Even children should not be hit at will not to talk of a full-grown adult, wife!

Op
Your wife has taught you a lesson. If you hit her again, she'll hit you harder, if you overpower her, she'll get stronger men to dish it out to you. Meanwhile, get into the kitchen and make yourself a plate of noodles.

Have you ever felt like hitting your younger sibling when they annoy you? Don't lie. And it is not every time a parent smacks a child that they do it to correct that child. A good number of times, it is because they feel their authority is undermined and can't find any other way to assert it. That is why you hear people saying: "your child did that to you and you didn't hit him?"
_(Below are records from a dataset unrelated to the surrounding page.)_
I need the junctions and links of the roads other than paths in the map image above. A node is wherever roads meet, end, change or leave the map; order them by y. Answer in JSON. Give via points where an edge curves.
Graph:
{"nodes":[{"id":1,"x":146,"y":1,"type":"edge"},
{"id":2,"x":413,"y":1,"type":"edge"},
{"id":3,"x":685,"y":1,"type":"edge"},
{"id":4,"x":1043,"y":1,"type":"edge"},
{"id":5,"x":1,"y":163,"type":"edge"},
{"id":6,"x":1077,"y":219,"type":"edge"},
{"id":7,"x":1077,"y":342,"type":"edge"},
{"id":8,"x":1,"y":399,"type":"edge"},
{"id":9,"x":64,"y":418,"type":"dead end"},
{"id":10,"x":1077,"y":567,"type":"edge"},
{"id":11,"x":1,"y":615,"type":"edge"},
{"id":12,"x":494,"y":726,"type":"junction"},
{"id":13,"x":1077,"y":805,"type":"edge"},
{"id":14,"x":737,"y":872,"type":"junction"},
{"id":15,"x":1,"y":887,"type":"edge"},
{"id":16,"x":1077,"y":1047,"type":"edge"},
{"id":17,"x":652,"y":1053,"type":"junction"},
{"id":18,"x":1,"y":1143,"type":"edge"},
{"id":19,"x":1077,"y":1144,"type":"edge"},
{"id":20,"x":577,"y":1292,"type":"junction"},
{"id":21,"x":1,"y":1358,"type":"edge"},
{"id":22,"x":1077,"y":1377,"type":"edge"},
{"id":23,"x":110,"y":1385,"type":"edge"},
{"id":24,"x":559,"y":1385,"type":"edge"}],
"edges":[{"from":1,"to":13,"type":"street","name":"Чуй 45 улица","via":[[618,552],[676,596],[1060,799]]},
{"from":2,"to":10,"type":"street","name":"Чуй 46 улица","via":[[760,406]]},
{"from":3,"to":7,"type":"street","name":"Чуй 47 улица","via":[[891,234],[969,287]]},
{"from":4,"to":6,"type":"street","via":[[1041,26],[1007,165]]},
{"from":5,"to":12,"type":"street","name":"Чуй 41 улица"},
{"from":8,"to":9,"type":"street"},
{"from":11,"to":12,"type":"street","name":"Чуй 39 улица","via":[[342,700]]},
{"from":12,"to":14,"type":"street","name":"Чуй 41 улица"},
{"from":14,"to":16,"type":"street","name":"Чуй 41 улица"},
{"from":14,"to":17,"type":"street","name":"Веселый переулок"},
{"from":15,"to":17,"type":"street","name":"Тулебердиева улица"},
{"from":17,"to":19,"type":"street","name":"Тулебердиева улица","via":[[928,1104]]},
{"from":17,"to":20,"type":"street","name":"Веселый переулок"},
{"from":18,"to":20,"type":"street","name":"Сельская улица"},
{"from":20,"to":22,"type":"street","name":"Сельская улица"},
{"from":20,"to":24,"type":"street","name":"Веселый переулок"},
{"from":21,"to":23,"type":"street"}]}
I know, your wife is not your child but it is about authority. When the wife deliberately seeks to undermine the man's authority and taunt him, there is a great temptation for the man to want to hit-out.

Heck! Some women even hit their men when they are annoyed. I am not saying it is right but you have to understand how and why things happen to stop them.

Have you ever watched the film called "Provoked", you might need to watch it. When a conflict reaches a certain level, it becomes almost inevitable for it not to become physical. If you say, it will never happen to you, you might just end-up like OP feeling bad after the event.

However, if you accept that it can happen to you, you can begin to put safeguards in place to prevent it from happening. This is the truth. I know it is not pretty but it's the truth.